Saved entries
—————

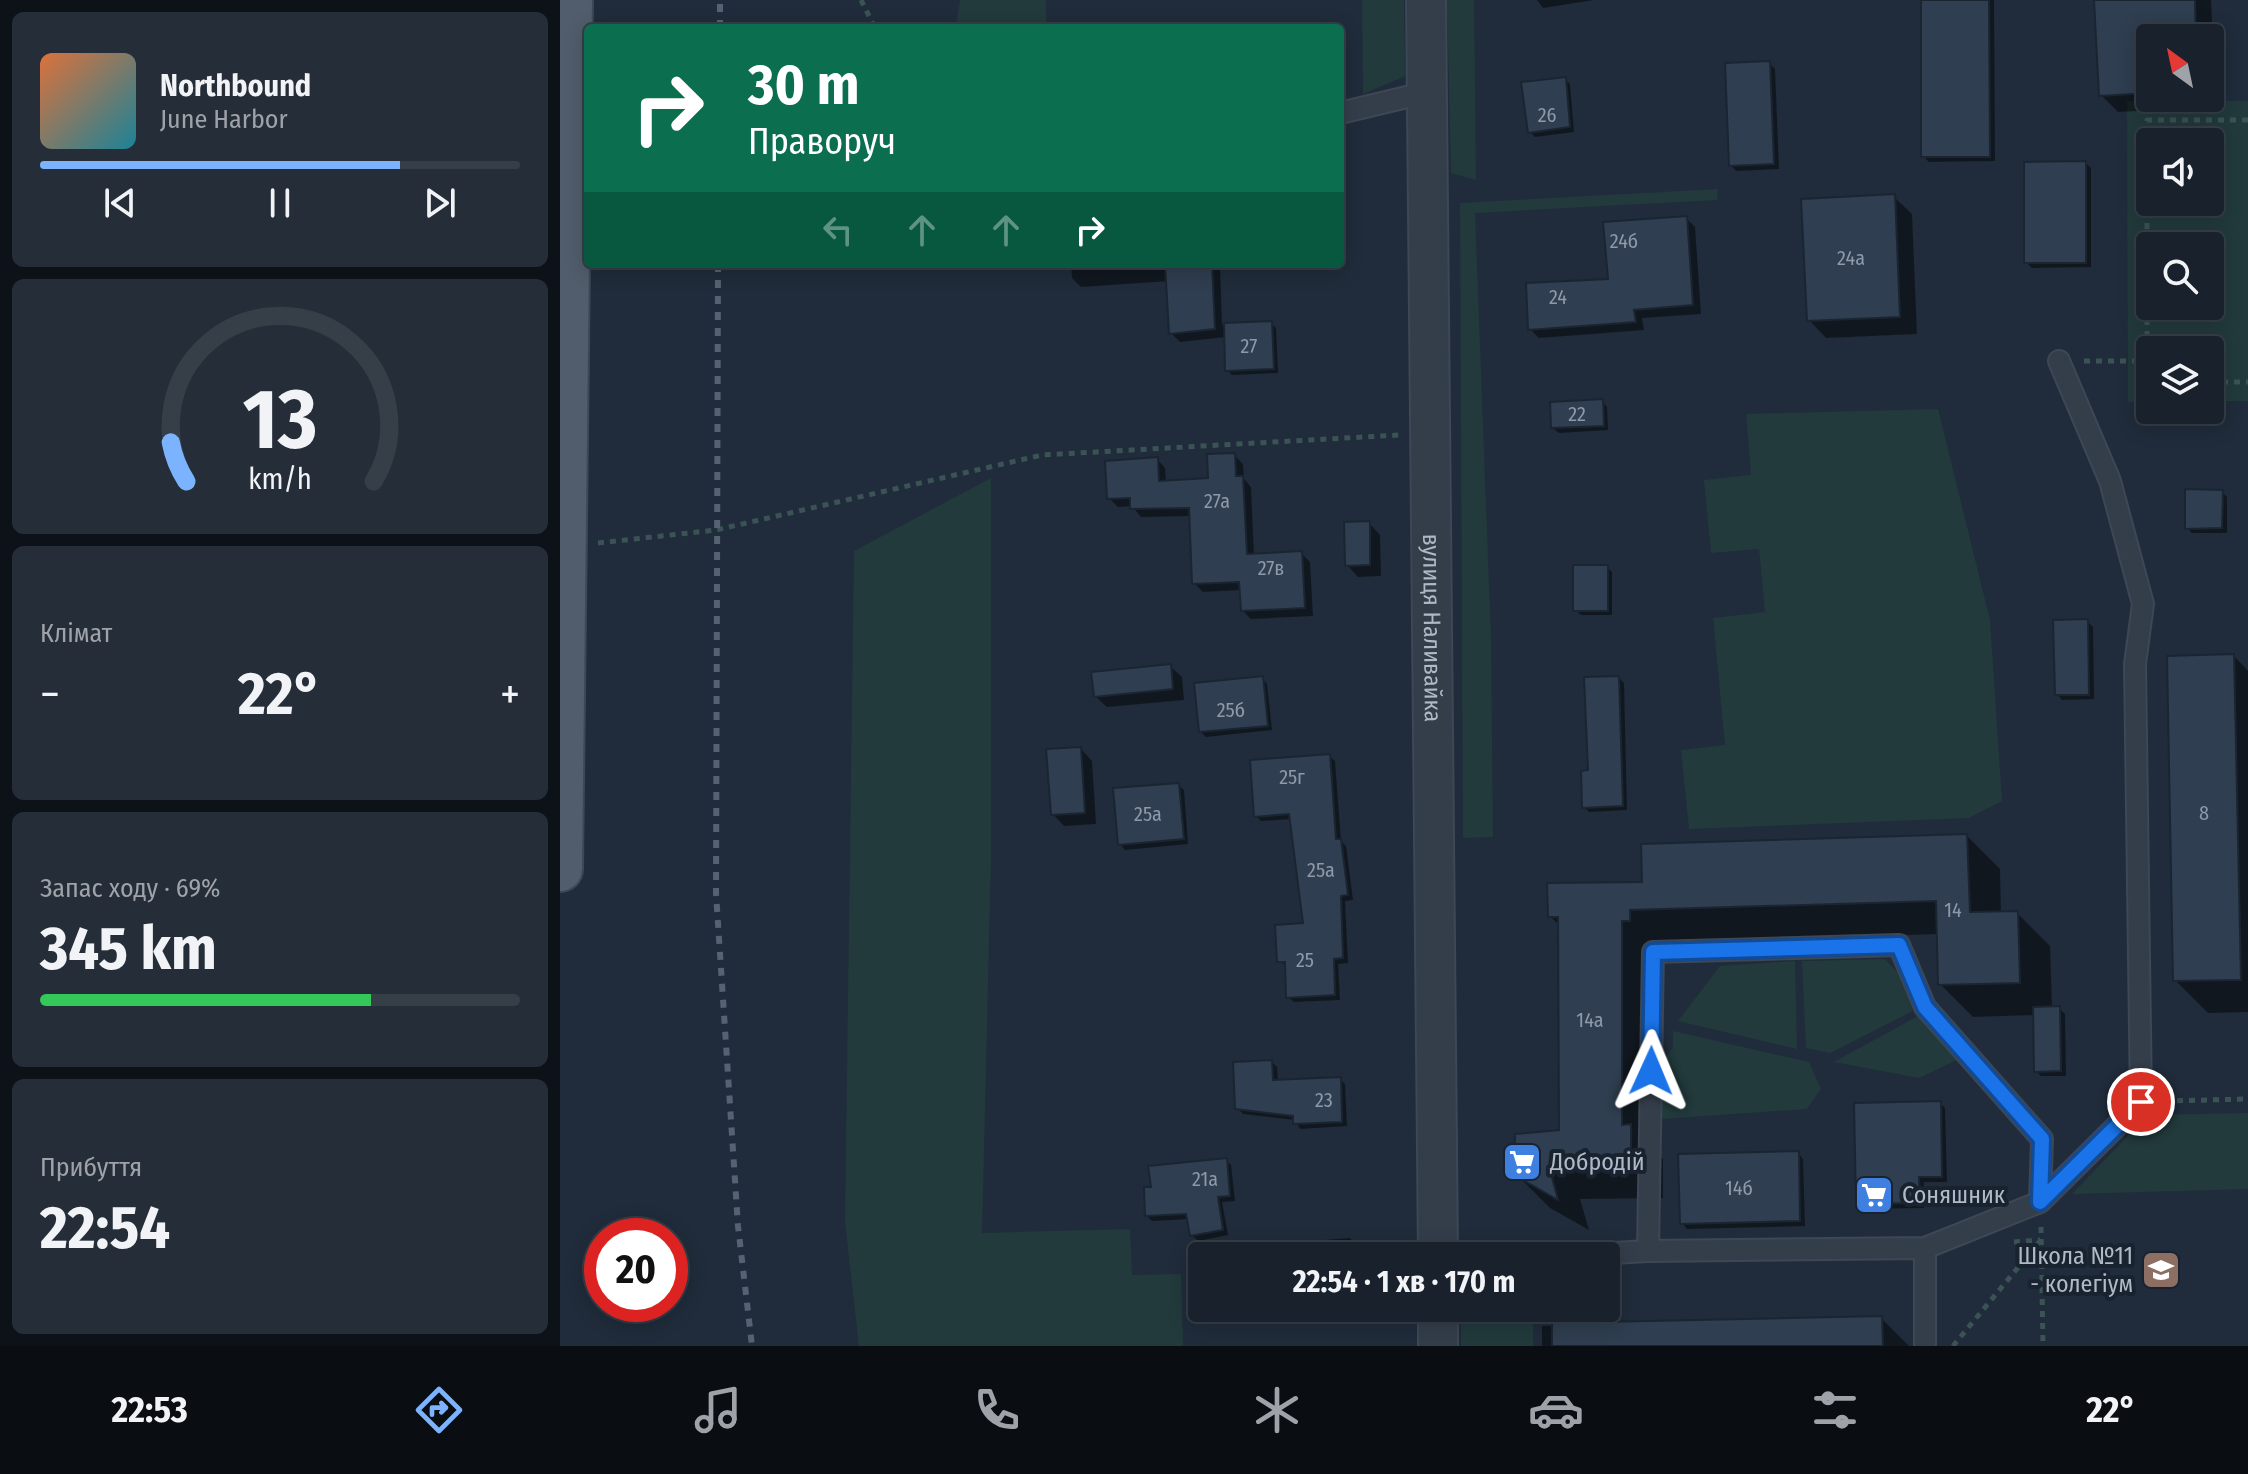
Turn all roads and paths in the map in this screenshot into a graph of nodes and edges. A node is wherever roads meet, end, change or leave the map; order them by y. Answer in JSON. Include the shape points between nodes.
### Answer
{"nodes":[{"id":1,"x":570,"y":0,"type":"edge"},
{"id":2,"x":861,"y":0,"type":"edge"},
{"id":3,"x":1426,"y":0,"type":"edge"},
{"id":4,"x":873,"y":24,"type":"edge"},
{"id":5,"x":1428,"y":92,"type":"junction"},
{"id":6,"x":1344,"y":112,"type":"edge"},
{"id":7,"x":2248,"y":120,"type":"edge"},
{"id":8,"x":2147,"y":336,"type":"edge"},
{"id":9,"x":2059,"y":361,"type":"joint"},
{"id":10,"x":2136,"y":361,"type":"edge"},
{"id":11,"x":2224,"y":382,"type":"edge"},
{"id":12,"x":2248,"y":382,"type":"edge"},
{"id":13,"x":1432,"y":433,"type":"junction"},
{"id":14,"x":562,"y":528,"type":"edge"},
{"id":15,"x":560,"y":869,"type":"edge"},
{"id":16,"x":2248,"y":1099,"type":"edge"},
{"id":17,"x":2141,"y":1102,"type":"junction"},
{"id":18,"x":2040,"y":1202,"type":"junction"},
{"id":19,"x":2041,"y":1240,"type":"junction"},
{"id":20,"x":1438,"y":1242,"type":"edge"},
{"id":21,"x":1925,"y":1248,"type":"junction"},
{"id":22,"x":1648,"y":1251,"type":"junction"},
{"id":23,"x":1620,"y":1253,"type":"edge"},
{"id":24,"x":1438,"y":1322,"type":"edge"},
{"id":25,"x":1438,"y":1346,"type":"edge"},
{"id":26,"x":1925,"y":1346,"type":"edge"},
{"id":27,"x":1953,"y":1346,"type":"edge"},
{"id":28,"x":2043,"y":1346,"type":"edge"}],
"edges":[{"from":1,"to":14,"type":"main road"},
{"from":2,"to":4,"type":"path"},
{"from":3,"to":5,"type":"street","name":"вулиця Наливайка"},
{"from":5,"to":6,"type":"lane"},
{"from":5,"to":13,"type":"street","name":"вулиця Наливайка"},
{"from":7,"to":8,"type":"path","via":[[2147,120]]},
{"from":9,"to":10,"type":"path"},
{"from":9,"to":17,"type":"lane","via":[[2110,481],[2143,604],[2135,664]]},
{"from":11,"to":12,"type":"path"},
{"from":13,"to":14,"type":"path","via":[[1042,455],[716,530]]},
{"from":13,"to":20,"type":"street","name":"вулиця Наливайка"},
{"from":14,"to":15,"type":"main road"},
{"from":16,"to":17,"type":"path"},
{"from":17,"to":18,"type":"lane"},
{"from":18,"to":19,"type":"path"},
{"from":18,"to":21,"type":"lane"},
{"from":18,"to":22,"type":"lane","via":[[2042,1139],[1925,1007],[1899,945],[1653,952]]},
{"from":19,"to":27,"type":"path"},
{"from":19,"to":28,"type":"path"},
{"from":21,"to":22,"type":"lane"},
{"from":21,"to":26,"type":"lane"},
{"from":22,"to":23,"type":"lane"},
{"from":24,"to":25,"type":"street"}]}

—————

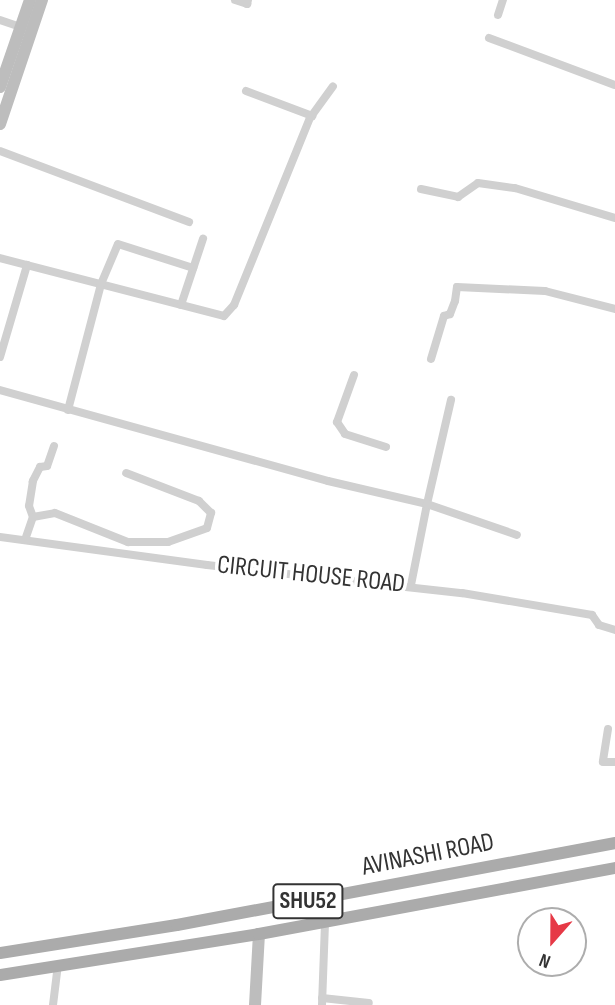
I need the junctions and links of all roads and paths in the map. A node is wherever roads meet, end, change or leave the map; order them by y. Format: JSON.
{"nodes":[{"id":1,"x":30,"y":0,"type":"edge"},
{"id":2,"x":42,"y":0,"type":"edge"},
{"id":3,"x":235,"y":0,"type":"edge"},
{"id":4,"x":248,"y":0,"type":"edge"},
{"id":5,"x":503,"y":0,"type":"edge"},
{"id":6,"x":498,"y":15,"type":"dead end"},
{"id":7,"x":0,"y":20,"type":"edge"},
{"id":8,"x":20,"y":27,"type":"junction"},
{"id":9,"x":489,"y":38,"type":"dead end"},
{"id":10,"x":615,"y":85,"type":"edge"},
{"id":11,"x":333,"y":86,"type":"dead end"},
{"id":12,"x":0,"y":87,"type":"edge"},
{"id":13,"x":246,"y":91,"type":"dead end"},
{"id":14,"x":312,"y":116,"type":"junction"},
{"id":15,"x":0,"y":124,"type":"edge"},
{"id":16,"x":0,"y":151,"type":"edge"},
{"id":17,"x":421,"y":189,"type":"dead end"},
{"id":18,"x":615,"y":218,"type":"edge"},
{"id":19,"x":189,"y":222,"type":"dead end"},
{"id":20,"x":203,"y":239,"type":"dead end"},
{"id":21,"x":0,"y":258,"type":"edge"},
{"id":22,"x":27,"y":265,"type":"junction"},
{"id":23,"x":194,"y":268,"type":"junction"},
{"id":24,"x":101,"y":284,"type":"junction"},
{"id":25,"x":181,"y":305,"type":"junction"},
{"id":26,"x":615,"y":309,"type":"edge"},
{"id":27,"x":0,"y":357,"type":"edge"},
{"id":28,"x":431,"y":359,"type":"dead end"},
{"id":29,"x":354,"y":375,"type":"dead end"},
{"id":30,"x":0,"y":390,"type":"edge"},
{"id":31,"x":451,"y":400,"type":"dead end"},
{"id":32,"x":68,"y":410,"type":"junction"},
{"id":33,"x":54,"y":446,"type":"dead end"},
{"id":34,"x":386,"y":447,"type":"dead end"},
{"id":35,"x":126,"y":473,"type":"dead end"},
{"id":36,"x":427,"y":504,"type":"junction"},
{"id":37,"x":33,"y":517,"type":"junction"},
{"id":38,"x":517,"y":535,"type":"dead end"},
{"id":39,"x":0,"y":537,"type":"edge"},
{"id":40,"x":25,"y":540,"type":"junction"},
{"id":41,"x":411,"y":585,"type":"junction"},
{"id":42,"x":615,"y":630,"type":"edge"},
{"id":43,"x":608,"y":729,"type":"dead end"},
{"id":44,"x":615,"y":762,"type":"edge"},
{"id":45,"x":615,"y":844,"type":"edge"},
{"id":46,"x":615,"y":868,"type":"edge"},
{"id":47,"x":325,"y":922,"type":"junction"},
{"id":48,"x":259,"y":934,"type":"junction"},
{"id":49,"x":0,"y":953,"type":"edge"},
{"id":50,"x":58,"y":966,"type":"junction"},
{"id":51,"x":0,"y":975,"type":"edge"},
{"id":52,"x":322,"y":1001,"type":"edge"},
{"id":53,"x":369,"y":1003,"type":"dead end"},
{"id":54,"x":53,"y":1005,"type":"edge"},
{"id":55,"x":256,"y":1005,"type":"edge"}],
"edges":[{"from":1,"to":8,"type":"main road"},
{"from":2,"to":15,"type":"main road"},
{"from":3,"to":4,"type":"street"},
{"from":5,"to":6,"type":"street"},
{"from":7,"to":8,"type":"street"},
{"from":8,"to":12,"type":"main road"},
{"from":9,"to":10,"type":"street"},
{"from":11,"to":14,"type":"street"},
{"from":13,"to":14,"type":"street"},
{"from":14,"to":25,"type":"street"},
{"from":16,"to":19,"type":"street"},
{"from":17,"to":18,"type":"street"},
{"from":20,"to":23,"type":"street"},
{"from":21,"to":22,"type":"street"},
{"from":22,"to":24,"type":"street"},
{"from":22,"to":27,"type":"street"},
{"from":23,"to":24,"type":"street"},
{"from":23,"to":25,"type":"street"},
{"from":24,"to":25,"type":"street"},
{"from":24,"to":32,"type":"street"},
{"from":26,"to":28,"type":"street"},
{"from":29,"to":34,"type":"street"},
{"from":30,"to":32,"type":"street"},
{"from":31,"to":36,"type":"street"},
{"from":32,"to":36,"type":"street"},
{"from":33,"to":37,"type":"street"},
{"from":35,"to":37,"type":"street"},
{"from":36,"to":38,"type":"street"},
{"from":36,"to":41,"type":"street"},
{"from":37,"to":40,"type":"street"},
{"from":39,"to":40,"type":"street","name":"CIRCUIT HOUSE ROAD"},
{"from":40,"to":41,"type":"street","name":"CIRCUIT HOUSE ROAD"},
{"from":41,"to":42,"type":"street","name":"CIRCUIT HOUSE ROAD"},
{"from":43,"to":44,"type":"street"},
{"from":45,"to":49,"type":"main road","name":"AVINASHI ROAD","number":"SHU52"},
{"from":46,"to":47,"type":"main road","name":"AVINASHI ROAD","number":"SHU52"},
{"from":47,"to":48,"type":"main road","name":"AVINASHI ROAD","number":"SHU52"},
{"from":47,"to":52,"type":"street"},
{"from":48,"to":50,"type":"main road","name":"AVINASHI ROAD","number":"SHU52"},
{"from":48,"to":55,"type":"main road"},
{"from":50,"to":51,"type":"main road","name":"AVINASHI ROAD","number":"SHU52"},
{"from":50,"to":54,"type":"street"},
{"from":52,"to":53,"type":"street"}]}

—————

— Required action —
Find every line in the records that uses the string "name", then copy it.

— Exercise output —
{"from":3,"to":5,"type":"street","name":"вулиця Наливайка"},
{"from":5,"to":13,"type":"street","name":"вулиця Наливайка"},
{"from":13,"to":20,"type":"street","name":"вулиця Наливайка"},
{"from":39,"to":40,"type":"street","name":"CIRCUIT HOUSE ROAD"},
{"from":40,"to":41,"type":"street","name":"CIRCUIT HOUSE ROAD"},
{"from":41,"to":42,"type":"street","name":"CIRCUIT HOUSE ROAD"},
{"from":45,"to":49,"type":"main road","name":"AVINASHI ROAD","number":"SHU52"},
{"from":46,"to":47,"type":"main road","name":"AVINASHI ROAD","number":"SHU52"},
{"from":47,"to":48,"type":"main road","name":"AVINASHI ROAD","number":"SHU52"},
{"from":48,"to":50,"type":"main road","name":"AVINASHI ROAD","number":"SHU52"},
{"from":50,"to":51,"type":"main road","name":"AVINASHI ROAD","number":"SHU52"},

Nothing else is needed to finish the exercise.